Webinar

Building Community through xSDK Software Policies

Series: HPC Best Practices Webinars

The development of increasingly complex computer architectures and software ecosystems continues. Applications that incorporate multiphysics modeling as well as the coupling of simulation and data analytics increasingly require the combined use of software packages developed by diverse, independent teams throughout the HPC community. The Extreme-scale Scientific Software Development Kit (xSDK) is being developed to provide coordinated infrastructure for independent mathematical libraries to support the productive and efficient development of high-quality applications. This webinar will discuss the development and impact of xSDK community policies, which constitute an integral part of the project and have been defined to achieve improved code quality and compatibility across xSDK member packages and a sustainable software ecosystem.

Presenters

Presenter Bios

Ulrike Meier Yang leads the Mathematical Algorithms & Computing Group in the Center for Applied Scientific Computing of Lawrence Livermore National Laboratory. She leads the xSDK project in DOE’s Exascale Computing Project and the Linear Solvers topical area in the SciDAC FASTMath Institute; she is a developer of the software library hypre. She earned her Ph.D. in computer science from the University of Illinois at Urbana-Champaign. Her research interests are numerical algorithms, parallel computing, and scientific software design.
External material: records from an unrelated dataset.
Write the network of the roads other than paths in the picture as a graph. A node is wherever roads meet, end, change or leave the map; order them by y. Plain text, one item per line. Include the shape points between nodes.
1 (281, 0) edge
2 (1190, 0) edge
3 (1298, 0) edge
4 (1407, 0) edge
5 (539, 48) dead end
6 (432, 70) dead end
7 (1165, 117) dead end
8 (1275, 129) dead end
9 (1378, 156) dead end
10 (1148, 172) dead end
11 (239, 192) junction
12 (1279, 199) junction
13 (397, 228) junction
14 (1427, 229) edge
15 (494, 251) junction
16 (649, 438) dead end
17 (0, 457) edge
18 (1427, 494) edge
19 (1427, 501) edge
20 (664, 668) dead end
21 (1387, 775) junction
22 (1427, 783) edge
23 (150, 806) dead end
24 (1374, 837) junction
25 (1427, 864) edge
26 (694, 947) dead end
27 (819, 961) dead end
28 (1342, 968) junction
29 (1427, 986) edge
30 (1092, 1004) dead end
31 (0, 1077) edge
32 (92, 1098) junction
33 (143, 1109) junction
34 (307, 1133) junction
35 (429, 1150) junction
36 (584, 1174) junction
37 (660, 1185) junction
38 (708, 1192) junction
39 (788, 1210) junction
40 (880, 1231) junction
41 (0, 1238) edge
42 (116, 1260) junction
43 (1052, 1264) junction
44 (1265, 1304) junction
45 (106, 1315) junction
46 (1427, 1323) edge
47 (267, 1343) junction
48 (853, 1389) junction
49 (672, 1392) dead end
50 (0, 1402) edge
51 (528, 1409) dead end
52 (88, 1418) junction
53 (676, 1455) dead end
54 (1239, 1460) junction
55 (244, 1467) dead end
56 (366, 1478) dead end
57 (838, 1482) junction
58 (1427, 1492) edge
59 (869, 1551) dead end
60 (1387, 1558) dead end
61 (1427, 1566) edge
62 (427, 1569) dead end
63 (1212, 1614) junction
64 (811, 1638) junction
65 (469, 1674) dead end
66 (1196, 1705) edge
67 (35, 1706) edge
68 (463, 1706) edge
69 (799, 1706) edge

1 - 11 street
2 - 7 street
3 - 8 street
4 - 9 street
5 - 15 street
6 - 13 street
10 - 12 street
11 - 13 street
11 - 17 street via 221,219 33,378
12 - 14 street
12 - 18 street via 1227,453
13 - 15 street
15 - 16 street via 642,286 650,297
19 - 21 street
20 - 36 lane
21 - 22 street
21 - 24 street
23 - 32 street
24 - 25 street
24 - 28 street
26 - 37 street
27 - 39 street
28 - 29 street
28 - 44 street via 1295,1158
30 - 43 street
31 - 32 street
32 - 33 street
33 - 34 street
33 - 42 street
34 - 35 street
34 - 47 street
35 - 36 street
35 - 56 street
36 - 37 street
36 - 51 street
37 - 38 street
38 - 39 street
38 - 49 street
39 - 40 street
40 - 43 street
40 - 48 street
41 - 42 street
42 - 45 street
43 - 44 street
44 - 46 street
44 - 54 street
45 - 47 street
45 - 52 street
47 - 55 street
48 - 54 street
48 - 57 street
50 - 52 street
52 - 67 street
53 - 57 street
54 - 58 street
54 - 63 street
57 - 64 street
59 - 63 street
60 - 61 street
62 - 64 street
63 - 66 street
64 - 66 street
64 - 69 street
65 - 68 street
Piotr Luszczek is a research assistant professor at the Innovative Computing Laboratory in the University of Tennessee. Piotr earned his Ph.D. in computer science from the University of Tennessee, Knoxville. His research interests include benchmarking, numerical linear algebra for high-performance computing, automatic performance tuning, and stochastic performance models. He has over a decade of experience developing HPC numerical software for large-scale, distributed-memory multicore systems with hardware accelerators. Piotr serves as a co-PI on the ECP xSDK project that aims to improve access to world-class software on exascale machines.